Answer 1:
Answer: changes in the Earth's orbit cause ice ages. The Earth's orbit is not perfectly circular, nor is it perfectly constant over time. The ice ages over the past two million years have resulted largely from subtle differences in the amount of sunlight reaching the poles. These changes happen because the Earth is not the only planet in the Solar System, and the effects of the other planets' gravity do things to our orbit and orientation. By changing the amount of sunlight reaching the poles, ice at the North Pole becomes more or less stable with time - and when ice forms, it reinforces itself by reflecting additional light back into space. Now, ice melting is an indication of it getting warmer. However, there are other climate cycles due to things beyond our control that can cause these cycles. For example, there was a cold period a couple hundred years ago called the "little ice age". Skeptics of global warming, or, more accurately, human-caused global warming, suggest that the melting ice we are seeing now is a natural consequence of the end of whatever caused the little ice age - the best explanation for which we have at the moment that the sun was a tiny bit fainter then than it is now (this is based on sunspot records). By the way, the Great Lakes are not the water left over from the ice melting. They are holes in the ground scooped out by the glaciers, and where you have a hole, water collects and you get a lake. |
Answer 2:
Yep, ice just melts!

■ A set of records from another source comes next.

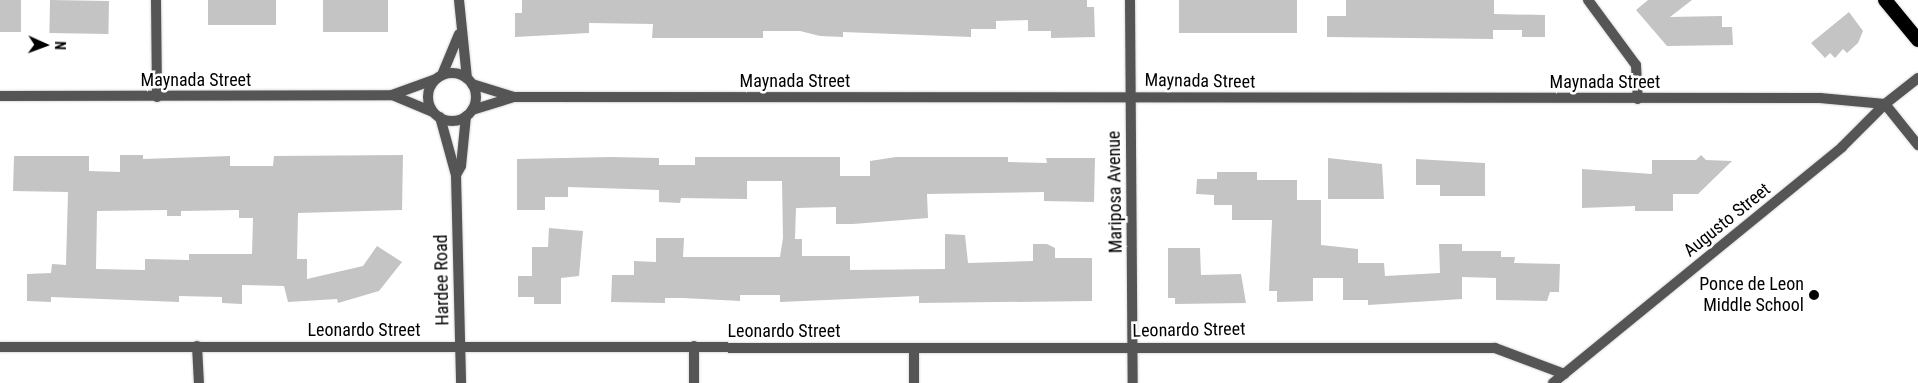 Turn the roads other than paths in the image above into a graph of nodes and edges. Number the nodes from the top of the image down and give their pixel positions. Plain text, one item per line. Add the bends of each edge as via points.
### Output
1 (156, 0) edge
2 (459, 0) edge
3 (1130, 0) edge
4 (1588, 0) edge
5 (1884, 0) edge
6 (459, 34) junction
7 (1918, 40) edge
8 (439, 77) junction
9 (1918, 78) edge
10 (469, 81) junction
11 (392, 95) junction
12 (0, 96) edge
13 (157, 97) junction
14 (514, 97) junction
15 (1130, 97) junction
16 (1638, 99) junction
17 (1886, 104) junction
18 (469, 113) junction
19 (437, 114) junction
20 (1918, 145) edge
21 (456, 175) junction
22 (198, 346) junction
23 (694, 346) junction
24 (0, 347) edge
25 (460, 347) junction
26 (1133, 347) junction
27 (914, 348) junction
28 (1564, 374) junction
29 (199, 383) edge
30 (461, 383) edge
31 (694, 383) edge
32 (914, 383) edge
33 (1133, 383) edge
34 (1553, 383) edge

1 - 13 street
2 - 6 street
3 - 15 street, Mariposa Avenue
4 - 16 street via 1636,65
5 - 7 highway
6 - 8 street
6 - 10 street
8 - 10 street via 457,73
8 - 11 street, Maynada Street
8 - 19 street via 428,91
9 - 17 street, Augusto Street
10 - 14 street, Maynada Street
10 - 18 street via 476,94
11 - 13 street, Maynada Street
11 - 19 street, Maynada Street
12 - 13 street, Maynada Street
14 - 15 street, Maynada Street
14 - 18 street, Maynada Street
15 - 16 street, Maynada Street
15 - 26 street, Mariposa Avenue
16 - 17 street, Maynada Street via 1820,98
17 - 20 street
17 - 28 street, Augusto Street via 1842,147
18 - 19 street via 450,121
18 - 21 street, Hardee Road via 461,166
19 - 21 street, Hardee Road
21 - 25 street, Hardee Road
22 - 24 street, Leonardo Street
22 - 25 street, Leonardo Street
22 - 29 street
23 - 25 street, Leonardo Street
23 - 27 street, Leonardo Street
23 - 31 street
25 - 30 street, Hardee Road
26 - 27 street, Leonardo Street
26 - 28 street, Leonardo Street via 1495,348
26 - 33 street, Mariposa Avenue
27 - 32 street
28 - 34 street, Augusto Street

When the melting temperature of ice is reached, ice melts. b) What would have caused that ice to melt? Temperatures at/ or above the melting temperature cause ice to melt. c) Were there more volcano eruptions then than now? I don't know. But I think what you're trying to get at is the question, "Did greenhouse gases emitted by volcanoes or other sources thousands of years ago equal the anthropogenic (human-caused) greenhouse gases emitted today?" And the answer to that question is no. There are more greenhouse gases in the atmosphere today than there were before the industrial revolution. We know this because gas measurements have been made from samples collected from air pockets in ice. Ages are assigned to layers in the ice both from looking at the layers in the ice (much like looking at tree rings) and by using age models. The melting temperature has to be reached in order to melt ice. Prior to the industrial revolution, ice was forming and also melting in various places around the globe as it does today. However, with more greenhouse gases in our atmosphere today, global temperatures are rising higher, causing more ice to melt from our glaciers today. Click Here to return to the search form.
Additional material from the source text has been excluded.